## [Exercise aim]
Produce a verbatim copy of the records, and keep the images out of it.

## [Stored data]
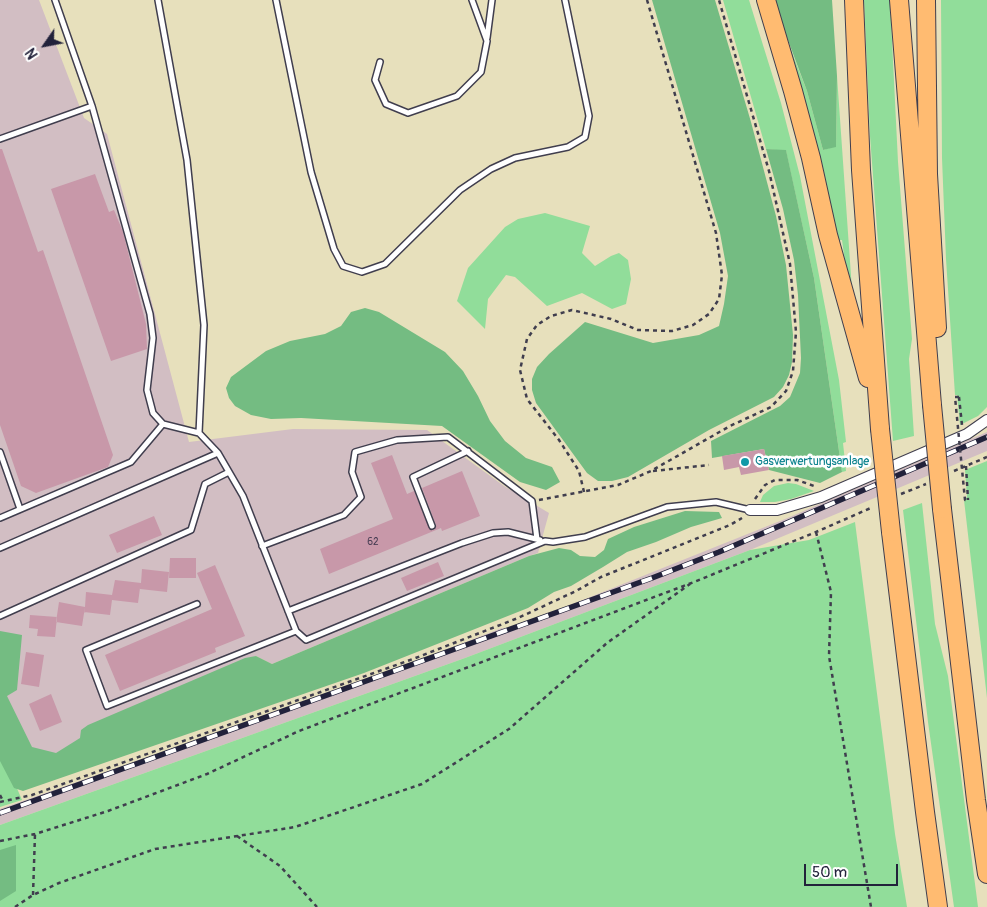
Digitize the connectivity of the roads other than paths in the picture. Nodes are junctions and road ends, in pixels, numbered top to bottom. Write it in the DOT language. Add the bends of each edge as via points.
graph roads {
  1 [pos="55,0"];
  2 [pos="158,0"];
  3 [pos="276,0"];
  4 [pos="472,0"];
  5 [pos="492,0"];
  6 [pos="565,0"];
  7 [pos="766,0"];
  8 [pos="846,0"];
  9 [pos="854,0"];
  10 [pos="899,0"];
  11 [pos="926,0"];
  12 [pos="487,41"];
  13 [pos="856,50"];
  14 [pos="380,62"];
  15 [pos="92,106"];
  16 [pos="0,139"];
  17 [pos="944,401"];
  18 [pos="987,420"];
  19 [pos="879,421"];
  20 [pos="163,424"];
  21 [pos="987,428"];
  22 [pos="969,429"];
  23 [pos="199,433"];
  24 [pos="0,452"];
  25 [pos="468,452"];
  26 [pos="218,453"];
  27 [pos="229,472"];
  28 [pos="20,509"];
  29 [pos="750,510"];
  30 [pos="0,518"];
  31 [pos="432,526"];
  32 [pos="537,539"];
  33 [pos="545,541"];
  34 [pos="262,546"];
  35 [pos="0,548"];
  36 [pos="197,604"];
  37 [pos="288,611"];
  38 [pos="0,616"];
  39 [pos="296,631"];
  40 [pos="987,874"];
  41 [pos="938,907"];
  1 -- 15 [label="lane"];
  2 -- 23 [label="lane" via="187,160 204,325"];
  3 -- 6 [label="lane" via="311,172 334,249 343,266 362,272 385,264 460,190 491,169 515,158 568,147 585,137 589,116"];
  4 -- 12 [label="lane"];
  5 -- 12 [label="lane"];
  7 -- 19 [label="highway" via="811,158 828,235"];
  8 -- 13 [label="highway"];
  9 -- 13 [label="highway"];
  10 -- 17 [label="highway"];
  11 -- 17 [label="highway" via="928,174"];
  12 -- 14 [label="lane" via="481,72 457,96 408,113 386,104 374,80"];
  13 -- 19 [label="highway"];
  15 -- 16 [label="lane"];
  15 -- 20 [label="lane" via="150,314 152,338 147,390 153,413"];
  17 -- 40 [label="highway, bridge" via="946,546"];
  18 -- 22 [label="street"];
  19 -- 41 [label="highway, bridge"];
  20 -- 23 [label="lane"];
  20 -- 28 [label="lane" via="131,462"];
  21 -- 22 [label="street" via="979,432"];
  22 -- 29 [label="street" via="821,497 777,510"];
  23 -- 26 [label="lane"];
  24 -- 28 [label="lane"];
  25 -- 31 [label="lane" via="412,477"];
  25 -- 32 [label="lane" via="532,501"];
  25 -- 34 [label="lane" via="448,437 397,440 355,452 352,472 361,497 344,515"];
  26 -- 27 [label="lane"];
  26 -- 35 [label="lane"];
  27 -- 34 [label="lane" via="243,496"];
  27 -- 38 [label="lane" via="205,484 190,530"];
  28 -- 30 [label="lane"];
  29 -- 33 [label="lane" via="716,502 667,507 585,538"];
  32 -- 33 [label="lane"];
  32 -- 37 [label="lane" via="508,532 493,533"];
  33 -- 39 [label="lane" via="306,640"];
  34 -- 37 [label="lane"];
  36 -- 39 [label="lane" via="86,650 107,706"];
  37 -- 39 [label="lane"];
}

## [Solved exercise]
Digitize the connectivity of the roads other than paths in the picture. Nodes are junctions and road ends, in pixels, numbered top to bottom. Write it in the DOT language. Add the bends of each edge as via points.
graph roads {
  1 [pos="55,0"];
  2 [pos="158,0"];
  3 [pos="276,0"];
  4 [pos="472,0"];
  5 [pos="492,0"];
  6 [pos="565,0"];
  7 [pos="766,0"];
  8 [pos="846,0"];
  9 [pos="854,0"];
  10 [pos="899,0"];
  11 [pos="926,0"];
  12 [pos="487,41"];
  13 [pos="856,50"];
  14 [pos="380,62"];
  15 [pos="92,106"];
  16 [pos="0,139"];
  17 [pos="944,401"];
  18 [pos="987,420"];
  19 [pos="879,421"];
  20 [pos="163,424"];
  21 [pos="987,428"];
  22 [pos="969,429"];
  23 [pos="199,433"];
  24 [pos="0,452"];
  25 [pos="468,452"];
  26 [pos="218,453"];
  27 [pos="229,472"];
  28 [pos="20,509"];
  29 [pos="750,510"];
  30 [pos="0,518"];
  31 [pos="432,526"];
  32 [pos="537,539"];
  33 [pos="545,541"];
  34 [pos="262,546"];
  35 [pos="0,548"];
  36 [pos="197,604"];
  37 [pos="288,611"];
  38 [pos="0,616"];
  39 [pos="296,631"];
  40 [pos="987,874"];
  41 [pos="938,907"];
  1 -- 15 [label="lane"];
  2 -- 23 [label="lane" via="187,160 204,325"];
  3 -- 6 [label="lane" via="311,172 334,249 343,266 362,272 385,264 460,190 491,169 515,158 568,147 585,137 589,116"];
  4 -- 12 [label="lane"];
  5 -- 12 [label="lane"];
  7 -- 19 [label="highway" via="811,158 828,235"];
  8 -- 13 [label="highway"];
  9 -- 13 [label="highway"];
  10 -- 17 [label="highway"];
  11 -- 17 [label="highway" via="928,174"];
  12 -- 14 [label="lane" via="481,72 457,96 408,113 386,104 374,80"];
  13 -- 19 [label="highway"];
  15 -- 16 [label="lane"];
  15 -- 20 [label="lane" via="150,314 152,338 147,390 153,413"];
  17 -- 40 [label="highway, bridge" via="946,546"];
  18 -- 22 [label="street"];
  19 -- 41 [label="highway, bridge"];
  20 -- 23 [label="lane"];
  20 -- 28 [label="lane" via="131,462"];
  21 -- 22 [label="street" via="979,432"];
  22 -- 29 [label="street" via="821,497 777,510"];
  23 -- 26 [label="lane"];
  24 -- 28 [label="lane"];
  25 -- 31 [label="lane" via="412,477"];
  25 -- 32 [label="lane" via="532,501"];
  25 -- 34 [label="lane" via="448,437 397,440 355,452 352,472 361,497 344,515"];
  26 -- 27 [label="lane"];
  26 -- 35 [label="lane"];
  27 -- 34 [label="lane" via="243,496"];
  27 -- 38 [label="lane" via="205,484 190,530"];
  28 -- 30 [label="lane"];
  29 -- 33 [label="lane" via="716,502 667,507 585,538"];
  32 -- 33 [label="lane"];
  32 -- 37 [label="lane" via="508,532 493,533"];
  33 -- 39 [label="lane" via="306,640"];
  34 -- 37 [label="lane"];
  36 -- 39 [label="lane" via="86,650 107,706"];
  37 -- 39 [label="lane"];
}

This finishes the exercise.